Göttingen. Der Streik der Gewerkschaft Deutscher Lokomotivführer ging am Samstag in den frühen Abendstunden zu Ende. Trotzdem gibt es am Sonntag weiterhin zahlreiche Zugausfälle bei der Deutschen Bahn AG. Der Ersatzfahrplan gilt noch den ganzen Tag.

So fallen im Fernverkehr ab Göttingen zahlreiche Fernzüge aus. Die ICE-Züge fahren im Ein- bis Zwei-Stunden-Takt. Allerdings fallen auch am Sonntag praktisch alle IC-Züge aus. Entlastung gibt es durch die Privatbahnen Metronom, Cantus und Nord-West-Bahn, die nicht bestreikt werden.

Im Regionalverkehr der Bahn gilt ebenfalls weiter der Ersatzfahrplan. Zwischen Northeim und Nordhausen fahren mehr Züge ursprünglich als im Notfahrplan vorgesehen.
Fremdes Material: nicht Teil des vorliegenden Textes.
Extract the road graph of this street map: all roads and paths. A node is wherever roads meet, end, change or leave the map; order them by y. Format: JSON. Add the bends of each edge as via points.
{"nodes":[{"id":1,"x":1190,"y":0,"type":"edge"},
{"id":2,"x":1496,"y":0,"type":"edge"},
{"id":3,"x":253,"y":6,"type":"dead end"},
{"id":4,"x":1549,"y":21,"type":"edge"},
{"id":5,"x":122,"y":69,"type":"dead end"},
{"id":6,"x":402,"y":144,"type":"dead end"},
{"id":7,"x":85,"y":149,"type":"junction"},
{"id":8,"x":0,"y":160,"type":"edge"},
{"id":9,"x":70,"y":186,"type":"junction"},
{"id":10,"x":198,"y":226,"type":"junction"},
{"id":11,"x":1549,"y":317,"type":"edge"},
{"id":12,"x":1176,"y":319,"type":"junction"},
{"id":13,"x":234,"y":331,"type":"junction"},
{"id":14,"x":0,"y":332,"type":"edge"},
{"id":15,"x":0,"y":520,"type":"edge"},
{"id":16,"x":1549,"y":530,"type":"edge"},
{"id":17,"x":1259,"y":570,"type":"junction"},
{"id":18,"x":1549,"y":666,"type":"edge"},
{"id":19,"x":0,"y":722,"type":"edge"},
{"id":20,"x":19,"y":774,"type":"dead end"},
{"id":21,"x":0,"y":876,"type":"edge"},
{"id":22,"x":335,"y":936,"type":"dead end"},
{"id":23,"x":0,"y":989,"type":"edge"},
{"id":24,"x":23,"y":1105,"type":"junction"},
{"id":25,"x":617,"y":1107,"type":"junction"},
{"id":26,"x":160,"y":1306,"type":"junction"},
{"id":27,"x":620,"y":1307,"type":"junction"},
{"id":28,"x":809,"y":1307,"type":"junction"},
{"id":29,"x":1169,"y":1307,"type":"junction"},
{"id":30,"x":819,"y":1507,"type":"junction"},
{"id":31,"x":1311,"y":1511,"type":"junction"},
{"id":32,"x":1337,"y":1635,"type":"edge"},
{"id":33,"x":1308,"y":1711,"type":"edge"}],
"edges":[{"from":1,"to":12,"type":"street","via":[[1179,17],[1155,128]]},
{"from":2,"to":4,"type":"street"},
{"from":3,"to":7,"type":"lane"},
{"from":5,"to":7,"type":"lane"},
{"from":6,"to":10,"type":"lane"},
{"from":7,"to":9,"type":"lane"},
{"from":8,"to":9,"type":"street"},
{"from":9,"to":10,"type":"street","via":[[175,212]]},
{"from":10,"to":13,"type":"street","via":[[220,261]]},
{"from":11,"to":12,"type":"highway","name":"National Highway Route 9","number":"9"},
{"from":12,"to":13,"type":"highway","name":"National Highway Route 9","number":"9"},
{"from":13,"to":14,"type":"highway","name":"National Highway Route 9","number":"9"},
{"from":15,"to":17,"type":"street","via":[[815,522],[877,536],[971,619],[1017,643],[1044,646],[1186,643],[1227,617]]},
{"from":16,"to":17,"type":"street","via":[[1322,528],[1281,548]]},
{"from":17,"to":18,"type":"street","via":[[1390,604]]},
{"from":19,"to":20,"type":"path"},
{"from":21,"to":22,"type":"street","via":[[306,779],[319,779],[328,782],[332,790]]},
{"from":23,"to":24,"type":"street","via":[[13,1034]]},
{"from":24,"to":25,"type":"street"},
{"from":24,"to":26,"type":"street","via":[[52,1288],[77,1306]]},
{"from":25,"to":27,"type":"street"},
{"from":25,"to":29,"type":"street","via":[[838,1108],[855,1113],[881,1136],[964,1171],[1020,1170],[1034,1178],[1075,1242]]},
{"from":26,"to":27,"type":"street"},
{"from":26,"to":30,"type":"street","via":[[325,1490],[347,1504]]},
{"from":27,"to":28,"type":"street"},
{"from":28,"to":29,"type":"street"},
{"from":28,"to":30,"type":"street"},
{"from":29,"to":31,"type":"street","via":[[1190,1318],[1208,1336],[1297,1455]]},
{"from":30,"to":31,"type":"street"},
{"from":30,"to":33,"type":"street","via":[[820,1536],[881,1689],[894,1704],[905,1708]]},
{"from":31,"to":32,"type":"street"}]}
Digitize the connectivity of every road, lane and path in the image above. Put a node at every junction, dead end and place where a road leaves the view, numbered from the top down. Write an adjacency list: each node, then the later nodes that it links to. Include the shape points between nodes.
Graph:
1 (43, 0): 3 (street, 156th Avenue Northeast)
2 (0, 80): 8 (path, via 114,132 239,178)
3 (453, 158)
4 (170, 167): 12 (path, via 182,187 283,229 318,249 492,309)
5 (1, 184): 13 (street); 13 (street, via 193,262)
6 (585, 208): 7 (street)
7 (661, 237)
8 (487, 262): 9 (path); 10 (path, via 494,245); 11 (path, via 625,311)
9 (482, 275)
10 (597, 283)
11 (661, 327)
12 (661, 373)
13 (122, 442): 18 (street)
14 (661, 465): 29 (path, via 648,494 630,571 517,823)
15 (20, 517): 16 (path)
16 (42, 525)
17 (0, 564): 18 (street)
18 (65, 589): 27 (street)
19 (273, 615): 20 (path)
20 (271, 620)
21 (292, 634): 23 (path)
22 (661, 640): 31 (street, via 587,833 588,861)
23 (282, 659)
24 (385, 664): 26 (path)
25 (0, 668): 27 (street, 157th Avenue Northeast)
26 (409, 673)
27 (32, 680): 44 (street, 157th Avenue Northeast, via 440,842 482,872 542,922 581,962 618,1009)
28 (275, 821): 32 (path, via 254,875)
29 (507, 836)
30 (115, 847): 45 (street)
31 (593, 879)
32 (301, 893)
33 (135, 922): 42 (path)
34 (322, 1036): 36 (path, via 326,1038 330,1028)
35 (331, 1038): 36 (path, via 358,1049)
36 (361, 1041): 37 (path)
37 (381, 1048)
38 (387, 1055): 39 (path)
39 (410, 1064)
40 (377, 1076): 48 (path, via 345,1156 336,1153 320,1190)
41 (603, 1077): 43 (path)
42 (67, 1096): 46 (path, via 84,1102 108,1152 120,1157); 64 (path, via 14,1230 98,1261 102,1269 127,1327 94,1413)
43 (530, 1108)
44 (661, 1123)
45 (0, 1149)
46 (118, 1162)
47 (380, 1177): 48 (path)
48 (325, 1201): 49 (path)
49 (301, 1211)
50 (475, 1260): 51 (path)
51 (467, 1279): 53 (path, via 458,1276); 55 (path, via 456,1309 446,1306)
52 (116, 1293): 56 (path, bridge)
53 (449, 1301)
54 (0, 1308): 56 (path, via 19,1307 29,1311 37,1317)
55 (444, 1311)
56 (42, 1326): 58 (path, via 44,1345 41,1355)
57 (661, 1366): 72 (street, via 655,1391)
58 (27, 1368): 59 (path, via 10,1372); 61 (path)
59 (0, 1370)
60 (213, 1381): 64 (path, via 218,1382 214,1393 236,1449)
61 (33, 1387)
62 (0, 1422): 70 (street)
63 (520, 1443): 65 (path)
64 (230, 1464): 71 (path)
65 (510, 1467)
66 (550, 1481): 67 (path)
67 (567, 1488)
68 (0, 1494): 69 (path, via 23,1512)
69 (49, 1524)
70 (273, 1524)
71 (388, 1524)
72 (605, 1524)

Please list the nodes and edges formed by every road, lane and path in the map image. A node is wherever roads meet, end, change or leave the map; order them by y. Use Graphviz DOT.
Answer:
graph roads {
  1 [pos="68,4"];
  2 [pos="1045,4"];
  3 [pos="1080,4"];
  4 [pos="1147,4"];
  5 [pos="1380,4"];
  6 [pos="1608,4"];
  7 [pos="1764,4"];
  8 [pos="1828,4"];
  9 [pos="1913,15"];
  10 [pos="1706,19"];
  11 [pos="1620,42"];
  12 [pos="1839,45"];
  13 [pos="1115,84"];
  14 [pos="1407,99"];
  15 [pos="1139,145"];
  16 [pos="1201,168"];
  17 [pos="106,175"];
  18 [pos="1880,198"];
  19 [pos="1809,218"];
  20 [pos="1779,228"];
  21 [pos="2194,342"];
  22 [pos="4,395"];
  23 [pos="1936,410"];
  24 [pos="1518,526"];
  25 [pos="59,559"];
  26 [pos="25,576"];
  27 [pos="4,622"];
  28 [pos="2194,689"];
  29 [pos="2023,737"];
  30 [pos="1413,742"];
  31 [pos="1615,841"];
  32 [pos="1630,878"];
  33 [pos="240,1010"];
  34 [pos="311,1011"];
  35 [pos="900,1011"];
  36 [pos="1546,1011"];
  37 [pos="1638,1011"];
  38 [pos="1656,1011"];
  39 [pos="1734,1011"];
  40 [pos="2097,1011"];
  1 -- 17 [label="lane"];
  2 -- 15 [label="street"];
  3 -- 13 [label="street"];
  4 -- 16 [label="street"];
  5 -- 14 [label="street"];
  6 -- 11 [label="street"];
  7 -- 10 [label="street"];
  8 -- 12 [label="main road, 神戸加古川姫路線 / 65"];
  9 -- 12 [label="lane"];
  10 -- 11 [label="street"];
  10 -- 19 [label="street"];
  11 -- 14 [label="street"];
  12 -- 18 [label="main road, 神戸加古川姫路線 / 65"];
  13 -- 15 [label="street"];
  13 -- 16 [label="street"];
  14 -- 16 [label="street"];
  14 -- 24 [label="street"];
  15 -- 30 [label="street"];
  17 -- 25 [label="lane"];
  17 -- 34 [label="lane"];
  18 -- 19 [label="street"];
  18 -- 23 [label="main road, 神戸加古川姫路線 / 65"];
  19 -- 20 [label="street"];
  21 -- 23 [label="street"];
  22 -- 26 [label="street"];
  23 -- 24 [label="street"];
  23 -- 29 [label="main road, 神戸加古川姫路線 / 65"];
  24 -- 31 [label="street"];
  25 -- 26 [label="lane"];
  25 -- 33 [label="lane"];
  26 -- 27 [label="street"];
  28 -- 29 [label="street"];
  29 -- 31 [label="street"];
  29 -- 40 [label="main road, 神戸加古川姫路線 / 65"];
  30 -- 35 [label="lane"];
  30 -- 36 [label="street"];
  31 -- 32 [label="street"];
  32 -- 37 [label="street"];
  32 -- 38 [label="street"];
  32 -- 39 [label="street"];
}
Zwischen Kreiensen und Bad Harzburg über Goslar fahren am Sonntag vereinzelt Züge.

Aktuelle Infos zur Zugsituation im Raum Kassel gibt es auf www.kassel-live.de

Zwischen Göttingen und Northeim beziehungsweise Kreiensen können die Fahrgäste den Metronom nutzen, rät die Bahn. Für die Strecke zwischen Northeim und Bodenfelde ist auch am Sonntag ein Ersatzverkehr mit Bussen eingerichtet.

Unbedingt informieren

Die Bahn rät weiterhin allen Reisenden, sich vor Fahrtantritt unbedingt zu informieren – zum Beispiel über das Internet. Außerdem wurde eine kostenlose Hotline unter der Rufnummer 08000/99 66 33 geschaltet. (bsc)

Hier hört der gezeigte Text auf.